*** EXERCISE INPUT Section Begins ***

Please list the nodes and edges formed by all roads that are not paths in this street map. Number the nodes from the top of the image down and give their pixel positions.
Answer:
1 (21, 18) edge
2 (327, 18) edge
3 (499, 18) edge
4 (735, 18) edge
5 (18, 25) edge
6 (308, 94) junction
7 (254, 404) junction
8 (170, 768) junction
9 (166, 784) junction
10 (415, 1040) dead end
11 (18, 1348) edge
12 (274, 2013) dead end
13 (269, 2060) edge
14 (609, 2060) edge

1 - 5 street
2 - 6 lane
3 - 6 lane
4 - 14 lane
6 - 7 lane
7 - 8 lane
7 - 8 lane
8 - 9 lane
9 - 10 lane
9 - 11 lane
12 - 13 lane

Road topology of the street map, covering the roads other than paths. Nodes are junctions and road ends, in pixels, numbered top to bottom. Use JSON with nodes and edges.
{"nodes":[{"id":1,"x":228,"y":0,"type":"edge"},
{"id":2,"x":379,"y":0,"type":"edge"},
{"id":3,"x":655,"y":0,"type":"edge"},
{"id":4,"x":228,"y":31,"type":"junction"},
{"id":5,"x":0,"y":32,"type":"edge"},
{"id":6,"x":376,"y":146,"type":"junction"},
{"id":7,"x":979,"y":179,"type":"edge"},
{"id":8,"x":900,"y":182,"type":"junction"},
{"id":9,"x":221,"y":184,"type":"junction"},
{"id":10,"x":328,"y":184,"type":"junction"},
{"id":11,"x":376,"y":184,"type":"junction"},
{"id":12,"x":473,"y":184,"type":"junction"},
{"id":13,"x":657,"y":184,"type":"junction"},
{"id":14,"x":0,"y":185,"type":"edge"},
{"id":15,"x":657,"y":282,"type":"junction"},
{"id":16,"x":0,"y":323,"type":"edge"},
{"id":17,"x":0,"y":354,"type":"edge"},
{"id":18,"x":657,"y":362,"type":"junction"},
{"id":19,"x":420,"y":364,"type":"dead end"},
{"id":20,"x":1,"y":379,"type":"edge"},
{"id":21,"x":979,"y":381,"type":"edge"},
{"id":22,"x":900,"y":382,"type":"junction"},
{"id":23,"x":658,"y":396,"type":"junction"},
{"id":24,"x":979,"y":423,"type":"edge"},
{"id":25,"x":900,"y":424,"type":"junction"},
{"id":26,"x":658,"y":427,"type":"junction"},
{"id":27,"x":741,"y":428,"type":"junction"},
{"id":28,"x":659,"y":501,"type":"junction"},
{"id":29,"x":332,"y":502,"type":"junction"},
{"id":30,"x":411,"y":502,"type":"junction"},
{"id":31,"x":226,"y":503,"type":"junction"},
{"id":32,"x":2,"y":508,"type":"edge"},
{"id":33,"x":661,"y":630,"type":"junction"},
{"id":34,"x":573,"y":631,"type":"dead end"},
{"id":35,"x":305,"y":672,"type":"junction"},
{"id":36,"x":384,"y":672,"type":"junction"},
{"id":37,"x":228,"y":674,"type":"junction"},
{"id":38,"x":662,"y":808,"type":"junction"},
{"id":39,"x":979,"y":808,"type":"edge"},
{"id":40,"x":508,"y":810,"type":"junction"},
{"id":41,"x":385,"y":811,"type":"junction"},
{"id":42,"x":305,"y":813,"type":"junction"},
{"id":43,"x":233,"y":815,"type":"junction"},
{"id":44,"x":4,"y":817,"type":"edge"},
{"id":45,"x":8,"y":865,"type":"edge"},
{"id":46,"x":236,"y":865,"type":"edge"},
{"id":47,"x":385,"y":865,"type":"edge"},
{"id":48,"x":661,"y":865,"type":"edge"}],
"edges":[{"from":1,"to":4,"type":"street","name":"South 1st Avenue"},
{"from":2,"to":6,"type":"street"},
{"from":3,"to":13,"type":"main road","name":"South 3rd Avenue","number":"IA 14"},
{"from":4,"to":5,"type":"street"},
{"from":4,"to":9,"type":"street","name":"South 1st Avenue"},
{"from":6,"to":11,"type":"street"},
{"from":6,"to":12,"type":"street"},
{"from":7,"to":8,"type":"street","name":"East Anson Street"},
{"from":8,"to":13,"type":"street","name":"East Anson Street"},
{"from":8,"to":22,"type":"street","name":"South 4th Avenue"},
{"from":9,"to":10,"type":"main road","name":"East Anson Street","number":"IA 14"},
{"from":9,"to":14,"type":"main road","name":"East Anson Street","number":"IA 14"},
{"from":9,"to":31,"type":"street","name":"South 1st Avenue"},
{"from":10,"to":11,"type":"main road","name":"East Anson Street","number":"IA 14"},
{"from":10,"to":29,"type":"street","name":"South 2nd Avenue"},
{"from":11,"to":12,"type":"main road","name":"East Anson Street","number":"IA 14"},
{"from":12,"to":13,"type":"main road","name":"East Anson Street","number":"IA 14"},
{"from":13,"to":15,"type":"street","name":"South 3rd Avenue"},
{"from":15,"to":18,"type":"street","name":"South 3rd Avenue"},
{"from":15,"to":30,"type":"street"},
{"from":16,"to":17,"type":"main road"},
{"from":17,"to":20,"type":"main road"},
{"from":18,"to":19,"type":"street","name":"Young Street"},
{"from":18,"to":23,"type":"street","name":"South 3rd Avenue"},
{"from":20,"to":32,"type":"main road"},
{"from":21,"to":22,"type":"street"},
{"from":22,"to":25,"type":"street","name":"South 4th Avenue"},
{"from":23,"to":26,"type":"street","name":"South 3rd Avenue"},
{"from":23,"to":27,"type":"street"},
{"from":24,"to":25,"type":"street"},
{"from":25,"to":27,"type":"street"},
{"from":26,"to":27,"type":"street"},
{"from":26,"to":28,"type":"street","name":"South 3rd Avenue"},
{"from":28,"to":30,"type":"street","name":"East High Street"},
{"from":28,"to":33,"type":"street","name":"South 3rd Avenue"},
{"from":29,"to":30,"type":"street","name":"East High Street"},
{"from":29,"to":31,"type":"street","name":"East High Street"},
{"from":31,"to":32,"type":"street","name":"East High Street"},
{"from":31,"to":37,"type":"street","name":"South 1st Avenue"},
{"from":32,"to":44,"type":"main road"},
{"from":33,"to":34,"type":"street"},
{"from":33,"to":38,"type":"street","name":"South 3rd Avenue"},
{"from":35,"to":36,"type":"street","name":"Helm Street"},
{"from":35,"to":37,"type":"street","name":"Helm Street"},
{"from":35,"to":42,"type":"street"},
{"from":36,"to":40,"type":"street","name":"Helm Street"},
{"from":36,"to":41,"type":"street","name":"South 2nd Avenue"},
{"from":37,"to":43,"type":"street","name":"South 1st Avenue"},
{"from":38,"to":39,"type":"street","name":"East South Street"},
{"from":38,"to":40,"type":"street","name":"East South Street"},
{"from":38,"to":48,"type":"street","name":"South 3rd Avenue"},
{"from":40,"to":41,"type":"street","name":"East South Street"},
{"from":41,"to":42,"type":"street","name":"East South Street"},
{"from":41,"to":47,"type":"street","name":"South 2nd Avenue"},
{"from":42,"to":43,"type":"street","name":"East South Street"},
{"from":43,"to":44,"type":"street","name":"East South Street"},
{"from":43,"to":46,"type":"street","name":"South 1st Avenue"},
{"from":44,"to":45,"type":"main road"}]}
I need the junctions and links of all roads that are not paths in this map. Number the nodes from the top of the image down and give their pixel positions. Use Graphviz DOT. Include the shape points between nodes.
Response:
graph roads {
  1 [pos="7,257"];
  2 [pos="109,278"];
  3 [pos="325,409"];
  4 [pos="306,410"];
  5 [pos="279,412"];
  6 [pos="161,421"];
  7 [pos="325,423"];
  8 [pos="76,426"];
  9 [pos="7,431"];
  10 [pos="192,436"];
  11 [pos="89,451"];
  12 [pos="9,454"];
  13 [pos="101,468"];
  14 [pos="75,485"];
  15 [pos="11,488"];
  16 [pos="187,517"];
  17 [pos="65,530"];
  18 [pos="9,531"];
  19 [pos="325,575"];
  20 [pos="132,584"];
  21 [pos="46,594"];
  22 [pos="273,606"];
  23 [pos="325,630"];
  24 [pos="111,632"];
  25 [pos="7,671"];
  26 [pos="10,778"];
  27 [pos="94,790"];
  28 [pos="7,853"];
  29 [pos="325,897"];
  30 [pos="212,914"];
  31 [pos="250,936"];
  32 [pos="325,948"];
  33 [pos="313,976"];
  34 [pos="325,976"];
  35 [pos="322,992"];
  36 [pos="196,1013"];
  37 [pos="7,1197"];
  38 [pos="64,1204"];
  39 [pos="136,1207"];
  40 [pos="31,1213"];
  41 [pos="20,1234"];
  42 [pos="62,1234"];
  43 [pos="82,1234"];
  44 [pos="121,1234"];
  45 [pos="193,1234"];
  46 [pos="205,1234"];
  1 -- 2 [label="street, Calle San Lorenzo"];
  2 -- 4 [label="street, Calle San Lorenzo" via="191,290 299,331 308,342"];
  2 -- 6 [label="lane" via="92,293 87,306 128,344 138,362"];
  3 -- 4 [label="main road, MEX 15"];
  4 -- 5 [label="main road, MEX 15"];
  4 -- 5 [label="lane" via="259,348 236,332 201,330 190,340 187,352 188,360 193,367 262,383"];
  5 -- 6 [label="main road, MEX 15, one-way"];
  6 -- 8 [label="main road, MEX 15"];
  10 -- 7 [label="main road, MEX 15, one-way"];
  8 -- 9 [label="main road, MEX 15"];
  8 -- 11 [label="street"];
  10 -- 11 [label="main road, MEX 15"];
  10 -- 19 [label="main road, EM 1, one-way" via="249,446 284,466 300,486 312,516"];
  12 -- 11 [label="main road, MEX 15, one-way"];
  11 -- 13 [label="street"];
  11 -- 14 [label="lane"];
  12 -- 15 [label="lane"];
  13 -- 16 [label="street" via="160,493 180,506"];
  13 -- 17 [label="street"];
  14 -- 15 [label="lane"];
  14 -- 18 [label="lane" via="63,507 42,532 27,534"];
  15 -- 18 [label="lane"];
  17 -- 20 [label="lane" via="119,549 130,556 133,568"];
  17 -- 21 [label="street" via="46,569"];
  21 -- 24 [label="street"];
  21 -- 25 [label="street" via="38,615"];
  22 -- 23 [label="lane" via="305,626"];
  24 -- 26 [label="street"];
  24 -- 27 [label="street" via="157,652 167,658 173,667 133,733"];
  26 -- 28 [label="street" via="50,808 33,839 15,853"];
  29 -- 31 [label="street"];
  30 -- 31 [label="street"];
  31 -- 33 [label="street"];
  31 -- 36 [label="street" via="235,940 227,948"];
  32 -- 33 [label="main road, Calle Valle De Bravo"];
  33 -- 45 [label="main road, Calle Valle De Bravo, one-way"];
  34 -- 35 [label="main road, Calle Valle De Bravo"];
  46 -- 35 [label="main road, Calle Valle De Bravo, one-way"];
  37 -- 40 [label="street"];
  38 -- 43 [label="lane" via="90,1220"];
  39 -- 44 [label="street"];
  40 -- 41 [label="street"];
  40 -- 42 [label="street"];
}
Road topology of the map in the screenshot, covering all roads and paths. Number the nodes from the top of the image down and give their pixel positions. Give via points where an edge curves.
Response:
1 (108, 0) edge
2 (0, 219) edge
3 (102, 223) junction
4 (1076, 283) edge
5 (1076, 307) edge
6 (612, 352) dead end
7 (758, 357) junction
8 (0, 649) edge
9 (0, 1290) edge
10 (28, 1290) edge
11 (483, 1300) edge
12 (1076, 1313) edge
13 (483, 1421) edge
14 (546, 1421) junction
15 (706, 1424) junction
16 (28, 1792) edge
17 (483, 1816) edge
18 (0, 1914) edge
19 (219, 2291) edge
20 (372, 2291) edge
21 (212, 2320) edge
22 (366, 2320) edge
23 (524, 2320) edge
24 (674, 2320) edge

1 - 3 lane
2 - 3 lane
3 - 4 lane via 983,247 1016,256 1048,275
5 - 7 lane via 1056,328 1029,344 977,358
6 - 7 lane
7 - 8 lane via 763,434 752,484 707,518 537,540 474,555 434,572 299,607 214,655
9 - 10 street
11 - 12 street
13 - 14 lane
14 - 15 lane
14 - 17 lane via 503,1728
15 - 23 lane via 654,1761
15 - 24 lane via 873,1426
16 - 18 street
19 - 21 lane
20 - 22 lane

*** EXERCISE INPUT Section Ends ***

# [WHAT THE TASK REQUIRES]
Search the data for "Calle" and list every line in which it occurs.

# [ANSWER FOR THIS EXERCISE]
  1 -- 2 [label="street, Calle San Lorenzo"];
  2 -- 4 [label="street, Calle San Lorenzo" via="191,290 299,331 308,342"];
  32 -- 33 [label="main road, Calle Valle De Bravo"];
  33 -- 45 [label="main road, Calle Valle De Bravo, one-way"];
  34 -- 35 [label="main road, Calle Valle De Bravo"];
  46 -- 35 [label="main road, Calle Valle De Bravo, one-way"];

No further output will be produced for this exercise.